■ **Your objective**:
For the records below, report how many lines include "Left", with no accompanying text.

-- Excerpted data follows --

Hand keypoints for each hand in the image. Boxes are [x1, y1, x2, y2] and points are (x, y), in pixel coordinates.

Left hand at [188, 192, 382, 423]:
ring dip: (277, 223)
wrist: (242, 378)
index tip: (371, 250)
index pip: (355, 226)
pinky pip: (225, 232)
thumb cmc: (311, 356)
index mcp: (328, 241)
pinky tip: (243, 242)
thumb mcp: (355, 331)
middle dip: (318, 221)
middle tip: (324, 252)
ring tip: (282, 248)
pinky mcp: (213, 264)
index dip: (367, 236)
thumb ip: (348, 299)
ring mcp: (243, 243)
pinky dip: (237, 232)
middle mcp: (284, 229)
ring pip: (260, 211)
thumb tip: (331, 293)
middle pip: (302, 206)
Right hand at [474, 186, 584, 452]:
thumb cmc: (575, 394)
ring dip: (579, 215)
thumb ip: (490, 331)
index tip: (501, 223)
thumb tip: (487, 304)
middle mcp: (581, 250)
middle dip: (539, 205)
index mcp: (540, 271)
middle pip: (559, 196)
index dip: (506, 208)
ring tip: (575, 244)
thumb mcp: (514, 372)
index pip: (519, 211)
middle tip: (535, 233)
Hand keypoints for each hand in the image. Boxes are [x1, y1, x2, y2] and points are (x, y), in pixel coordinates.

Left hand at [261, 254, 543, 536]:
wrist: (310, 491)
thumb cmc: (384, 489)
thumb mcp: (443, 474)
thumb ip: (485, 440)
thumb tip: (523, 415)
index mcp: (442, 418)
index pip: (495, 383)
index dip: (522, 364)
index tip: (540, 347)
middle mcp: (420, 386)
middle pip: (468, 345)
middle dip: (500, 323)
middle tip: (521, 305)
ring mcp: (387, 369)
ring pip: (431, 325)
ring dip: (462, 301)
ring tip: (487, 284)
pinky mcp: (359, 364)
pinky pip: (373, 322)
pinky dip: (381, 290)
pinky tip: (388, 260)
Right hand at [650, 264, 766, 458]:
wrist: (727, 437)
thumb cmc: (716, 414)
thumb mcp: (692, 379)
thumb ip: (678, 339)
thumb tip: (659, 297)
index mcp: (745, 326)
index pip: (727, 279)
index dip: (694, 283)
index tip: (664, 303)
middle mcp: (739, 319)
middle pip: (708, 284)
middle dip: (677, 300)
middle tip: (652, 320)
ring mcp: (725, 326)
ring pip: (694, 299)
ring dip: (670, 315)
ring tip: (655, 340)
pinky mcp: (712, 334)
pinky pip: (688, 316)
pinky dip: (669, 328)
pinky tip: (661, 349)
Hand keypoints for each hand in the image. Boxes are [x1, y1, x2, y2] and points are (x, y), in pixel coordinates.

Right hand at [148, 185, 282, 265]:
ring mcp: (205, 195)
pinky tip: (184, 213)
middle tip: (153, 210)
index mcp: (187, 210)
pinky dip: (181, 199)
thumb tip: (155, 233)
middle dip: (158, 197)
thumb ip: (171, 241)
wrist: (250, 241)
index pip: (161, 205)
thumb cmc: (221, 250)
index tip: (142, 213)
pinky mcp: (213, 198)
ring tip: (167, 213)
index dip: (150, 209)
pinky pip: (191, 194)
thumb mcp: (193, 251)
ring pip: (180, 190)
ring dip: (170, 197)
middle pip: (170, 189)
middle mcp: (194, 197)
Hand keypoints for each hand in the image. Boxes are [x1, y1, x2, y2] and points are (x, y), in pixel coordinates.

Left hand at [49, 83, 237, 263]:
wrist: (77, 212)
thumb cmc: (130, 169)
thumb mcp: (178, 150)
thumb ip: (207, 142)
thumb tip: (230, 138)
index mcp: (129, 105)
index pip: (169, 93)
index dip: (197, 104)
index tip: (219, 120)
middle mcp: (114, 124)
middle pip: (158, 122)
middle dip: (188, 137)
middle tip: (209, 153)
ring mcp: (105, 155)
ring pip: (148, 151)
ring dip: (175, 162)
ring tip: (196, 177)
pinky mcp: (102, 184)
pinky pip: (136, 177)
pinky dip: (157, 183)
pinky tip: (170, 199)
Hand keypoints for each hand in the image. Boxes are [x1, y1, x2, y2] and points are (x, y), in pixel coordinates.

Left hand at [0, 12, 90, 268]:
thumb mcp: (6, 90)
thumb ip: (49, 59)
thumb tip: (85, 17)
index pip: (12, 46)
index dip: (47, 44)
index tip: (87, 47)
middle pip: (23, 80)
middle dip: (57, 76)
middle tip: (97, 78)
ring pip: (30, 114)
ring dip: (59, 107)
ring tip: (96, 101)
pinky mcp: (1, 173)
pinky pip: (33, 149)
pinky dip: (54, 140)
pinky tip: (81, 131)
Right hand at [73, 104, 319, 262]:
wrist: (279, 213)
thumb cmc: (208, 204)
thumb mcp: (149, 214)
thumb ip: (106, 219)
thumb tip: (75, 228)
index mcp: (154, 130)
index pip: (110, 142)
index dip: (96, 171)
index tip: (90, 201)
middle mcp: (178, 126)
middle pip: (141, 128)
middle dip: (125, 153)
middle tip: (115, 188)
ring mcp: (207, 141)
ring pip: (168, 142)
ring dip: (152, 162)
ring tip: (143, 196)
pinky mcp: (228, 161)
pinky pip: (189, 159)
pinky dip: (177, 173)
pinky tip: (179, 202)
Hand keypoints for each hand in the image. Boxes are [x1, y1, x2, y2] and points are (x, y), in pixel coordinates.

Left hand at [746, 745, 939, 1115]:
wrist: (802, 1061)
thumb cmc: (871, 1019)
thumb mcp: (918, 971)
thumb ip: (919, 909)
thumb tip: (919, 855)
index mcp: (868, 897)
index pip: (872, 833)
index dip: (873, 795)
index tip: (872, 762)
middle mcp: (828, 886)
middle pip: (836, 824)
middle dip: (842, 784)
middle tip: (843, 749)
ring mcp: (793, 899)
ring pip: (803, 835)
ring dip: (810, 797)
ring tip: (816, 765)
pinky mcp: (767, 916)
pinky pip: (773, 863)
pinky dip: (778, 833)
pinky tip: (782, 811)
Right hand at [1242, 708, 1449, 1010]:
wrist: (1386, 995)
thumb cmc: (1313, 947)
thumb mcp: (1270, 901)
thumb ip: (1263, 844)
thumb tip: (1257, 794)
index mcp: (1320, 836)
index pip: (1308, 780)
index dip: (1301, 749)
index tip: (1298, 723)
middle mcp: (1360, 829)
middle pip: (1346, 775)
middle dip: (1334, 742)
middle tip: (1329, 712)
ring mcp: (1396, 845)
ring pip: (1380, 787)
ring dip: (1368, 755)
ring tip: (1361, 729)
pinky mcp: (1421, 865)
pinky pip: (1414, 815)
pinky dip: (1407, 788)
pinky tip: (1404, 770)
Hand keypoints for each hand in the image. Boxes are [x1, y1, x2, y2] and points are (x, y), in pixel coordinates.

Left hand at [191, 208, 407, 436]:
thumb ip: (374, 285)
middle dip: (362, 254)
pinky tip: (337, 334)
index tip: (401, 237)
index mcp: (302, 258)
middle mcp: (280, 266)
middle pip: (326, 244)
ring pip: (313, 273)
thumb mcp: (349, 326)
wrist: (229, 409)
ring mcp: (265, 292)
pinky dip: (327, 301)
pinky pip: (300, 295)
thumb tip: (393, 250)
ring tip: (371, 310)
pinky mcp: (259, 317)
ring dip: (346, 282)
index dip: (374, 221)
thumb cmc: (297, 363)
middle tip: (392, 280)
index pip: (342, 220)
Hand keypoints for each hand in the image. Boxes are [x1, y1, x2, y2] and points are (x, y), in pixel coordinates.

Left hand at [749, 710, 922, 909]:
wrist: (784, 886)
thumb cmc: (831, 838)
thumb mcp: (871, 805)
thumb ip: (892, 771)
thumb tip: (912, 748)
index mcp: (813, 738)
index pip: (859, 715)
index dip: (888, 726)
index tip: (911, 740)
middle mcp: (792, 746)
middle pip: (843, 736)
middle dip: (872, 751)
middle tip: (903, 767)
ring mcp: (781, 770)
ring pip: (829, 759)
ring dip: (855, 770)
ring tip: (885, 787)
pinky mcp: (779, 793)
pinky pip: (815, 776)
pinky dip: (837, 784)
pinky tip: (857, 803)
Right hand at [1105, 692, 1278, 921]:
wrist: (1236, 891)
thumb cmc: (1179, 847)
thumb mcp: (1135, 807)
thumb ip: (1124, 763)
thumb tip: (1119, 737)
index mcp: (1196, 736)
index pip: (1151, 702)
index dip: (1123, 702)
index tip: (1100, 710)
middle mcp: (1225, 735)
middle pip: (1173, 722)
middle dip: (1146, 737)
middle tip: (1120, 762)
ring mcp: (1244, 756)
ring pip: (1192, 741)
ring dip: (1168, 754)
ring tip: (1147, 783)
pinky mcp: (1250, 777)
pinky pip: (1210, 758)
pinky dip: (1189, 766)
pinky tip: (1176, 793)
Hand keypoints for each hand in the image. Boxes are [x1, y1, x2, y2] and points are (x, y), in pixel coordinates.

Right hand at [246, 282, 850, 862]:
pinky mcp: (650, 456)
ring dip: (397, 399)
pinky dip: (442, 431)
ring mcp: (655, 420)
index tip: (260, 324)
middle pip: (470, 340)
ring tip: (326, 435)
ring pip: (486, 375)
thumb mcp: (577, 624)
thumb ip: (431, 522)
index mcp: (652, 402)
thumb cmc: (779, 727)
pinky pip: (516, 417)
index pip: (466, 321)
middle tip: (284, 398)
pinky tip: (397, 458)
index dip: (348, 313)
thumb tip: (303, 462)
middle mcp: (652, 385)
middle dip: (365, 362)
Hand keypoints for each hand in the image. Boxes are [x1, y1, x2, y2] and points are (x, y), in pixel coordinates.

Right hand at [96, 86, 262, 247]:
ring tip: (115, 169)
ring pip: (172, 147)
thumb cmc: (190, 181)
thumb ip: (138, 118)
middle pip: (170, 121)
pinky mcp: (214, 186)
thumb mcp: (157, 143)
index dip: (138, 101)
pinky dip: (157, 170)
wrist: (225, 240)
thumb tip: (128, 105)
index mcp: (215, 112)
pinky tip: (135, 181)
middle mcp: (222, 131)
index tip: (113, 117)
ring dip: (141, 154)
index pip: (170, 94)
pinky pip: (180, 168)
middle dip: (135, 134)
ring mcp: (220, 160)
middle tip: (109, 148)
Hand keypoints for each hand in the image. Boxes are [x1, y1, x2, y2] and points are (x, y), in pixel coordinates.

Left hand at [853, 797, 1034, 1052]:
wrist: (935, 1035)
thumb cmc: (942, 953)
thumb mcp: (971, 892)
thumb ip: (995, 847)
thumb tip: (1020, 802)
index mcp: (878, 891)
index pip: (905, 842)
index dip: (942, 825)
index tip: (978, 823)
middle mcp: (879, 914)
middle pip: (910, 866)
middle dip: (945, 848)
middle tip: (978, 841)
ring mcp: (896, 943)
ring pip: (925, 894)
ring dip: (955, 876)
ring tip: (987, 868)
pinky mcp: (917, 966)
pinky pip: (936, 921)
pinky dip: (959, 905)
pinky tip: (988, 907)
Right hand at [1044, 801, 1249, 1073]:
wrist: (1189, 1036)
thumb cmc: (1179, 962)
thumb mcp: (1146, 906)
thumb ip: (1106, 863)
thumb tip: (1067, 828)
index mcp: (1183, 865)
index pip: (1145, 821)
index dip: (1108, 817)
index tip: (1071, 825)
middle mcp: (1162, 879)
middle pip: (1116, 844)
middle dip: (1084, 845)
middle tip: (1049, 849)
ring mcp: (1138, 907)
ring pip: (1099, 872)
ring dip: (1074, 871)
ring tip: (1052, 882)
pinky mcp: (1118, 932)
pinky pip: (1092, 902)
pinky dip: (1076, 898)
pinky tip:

-- Excerpted data concluded --

■ **Answer**:
8